Catholics share funny and challenging Lenten memories

Several Catholic leaders around the state were asked to share their favorite Lenten memories. Some were challenging and some were humorous. All were memorable.

Forty years ago, I was part of a community of three sisters who had just been missioned to Our Lady of the Valley in El Paso, Texas. None of us knew much about cooking. We decided for Lent to try recipes more in keeping with the culture of the people. Lent came around and one of the sisters introduced us to her first Mexican cornbread. I took my first bite and bit down on a hard kernel. When I showed her what looked like popcorn, she confirmed it with, ’Well, the recipe did call for whole kernel corn.’”
Sister Maria Liebeck, DC, Little Rock

One of the more humorous occurrences was many years ago I gave up meat for Lent. I went on the Honduras Mission and was assigned to a medical clinic that gets a special treat each day because we get to eat in the home of one of the Honduras volunteers. She and her sister are outstanding cooks, especially with the meats. The first day there I sat down in front of a platter of chicken that smelled divine. It was covered with their spices. As I was about to take a piece of chicken, with my mouth watering, I realized that I could not eat it due to my Lenten promise, and that I would be relegated to vegetable plates all week. I decided that day that I would not choose to give up meat again if I planned to go on the mission to Honduras. Of course, I never worked at that clinic again until last year.”
Deacon Don Greenway, Little Rock

Several years ago, the sisters in our community house got all fired up to eat like the poor. Recipes were even given. It was my turn to cook, so I decided to use soybeans.

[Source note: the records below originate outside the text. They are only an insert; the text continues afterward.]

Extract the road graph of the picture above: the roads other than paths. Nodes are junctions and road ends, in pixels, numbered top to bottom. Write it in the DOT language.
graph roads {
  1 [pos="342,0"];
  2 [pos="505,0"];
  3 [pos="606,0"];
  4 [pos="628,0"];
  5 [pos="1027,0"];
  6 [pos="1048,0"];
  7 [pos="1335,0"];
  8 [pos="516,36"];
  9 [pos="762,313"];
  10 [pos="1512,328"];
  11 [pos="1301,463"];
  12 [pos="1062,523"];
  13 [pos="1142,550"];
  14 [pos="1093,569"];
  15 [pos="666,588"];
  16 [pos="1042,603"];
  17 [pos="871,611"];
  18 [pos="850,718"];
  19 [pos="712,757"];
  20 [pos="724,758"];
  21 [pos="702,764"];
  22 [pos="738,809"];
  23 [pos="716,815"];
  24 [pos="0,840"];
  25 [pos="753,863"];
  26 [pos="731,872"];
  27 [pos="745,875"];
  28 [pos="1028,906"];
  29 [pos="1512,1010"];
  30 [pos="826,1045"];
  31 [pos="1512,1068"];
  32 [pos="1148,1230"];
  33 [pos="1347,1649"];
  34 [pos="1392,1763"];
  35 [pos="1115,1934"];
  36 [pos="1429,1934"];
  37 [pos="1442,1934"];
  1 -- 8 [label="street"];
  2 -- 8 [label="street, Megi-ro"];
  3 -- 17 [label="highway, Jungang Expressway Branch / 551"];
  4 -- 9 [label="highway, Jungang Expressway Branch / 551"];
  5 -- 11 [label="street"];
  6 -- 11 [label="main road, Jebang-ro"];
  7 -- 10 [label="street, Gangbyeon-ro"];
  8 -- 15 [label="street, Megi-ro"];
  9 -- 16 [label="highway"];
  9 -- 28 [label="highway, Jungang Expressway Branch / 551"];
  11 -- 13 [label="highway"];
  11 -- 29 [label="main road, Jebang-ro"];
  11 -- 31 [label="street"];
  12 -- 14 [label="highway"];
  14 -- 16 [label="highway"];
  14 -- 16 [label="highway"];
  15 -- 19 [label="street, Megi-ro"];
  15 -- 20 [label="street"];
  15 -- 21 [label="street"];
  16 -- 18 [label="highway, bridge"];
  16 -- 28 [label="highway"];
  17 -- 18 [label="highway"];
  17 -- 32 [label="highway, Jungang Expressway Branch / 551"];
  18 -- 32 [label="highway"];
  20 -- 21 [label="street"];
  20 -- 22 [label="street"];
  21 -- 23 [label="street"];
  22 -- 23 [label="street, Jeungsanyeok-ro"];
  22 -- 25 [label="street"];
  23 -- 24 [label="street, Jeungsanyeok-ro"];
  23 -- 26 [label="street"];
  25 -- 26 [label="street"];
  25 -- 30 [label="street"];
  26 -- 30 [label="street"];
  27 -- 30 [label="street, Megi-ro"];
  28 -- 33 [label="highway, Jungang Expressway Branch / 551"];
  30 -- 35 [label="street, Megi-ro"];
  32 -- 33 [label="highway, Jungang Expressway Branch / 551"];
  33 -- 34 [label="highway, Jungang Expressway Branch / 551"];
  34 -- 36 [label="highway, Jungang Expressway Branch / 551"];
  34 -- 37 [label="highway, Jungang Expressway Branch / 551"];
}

I didn’t realize just how long it took to cook them, but I did my best. The next day everyone said they felt like they had little rocks in their stomachs. So much for the soybeans! My dad would say they are for animals.
“A few years ago, we decided to not eat meat at all during Lent. I found all kinds of recipes I could use. One was for bean burgers. It so happened my cousin, Bill, and his wife from St. Louis visited me during Lent. I served the bean burgers and they were very polite about eating them. To this day, we still laugh about those ’bean burgers.’”
Sister Doris Moore, DC, Little Rock

Back in the 40s, my sister washed the dinner dishes and I dried. For one long 40 days, I gave up snapping her with the dish cloth.”
Deacon Bob Crawford, Mountain Home

One bizarre Lenten observation that I heard about while I was in seminary was how one year they had the word, ’Alleluia’ written down on a card and took it and buried it for the duration of Lent.”
Father Tony Robbins, Camden

Back in my younger days when I had lots of things to give up for Lent, I decided to relinquish the opportunity to shower every day. After about the third day my wife informed me that I probably needed to pick another thing to give up or it was going to be a long stay in the desert. Being the dedicated husband, I quickly changed to not changing socks for the remainder of Lent.”
Dr. Jim Hattabaugh, principal of Trinity Junior High School, Fort Smith

Devoting an hour to daily prayer was one of the hardest and most fulfilling things I’ve done for Lent. This prayer usually led me to the foot of the cross and made my celebration of Easter so joy-filled.”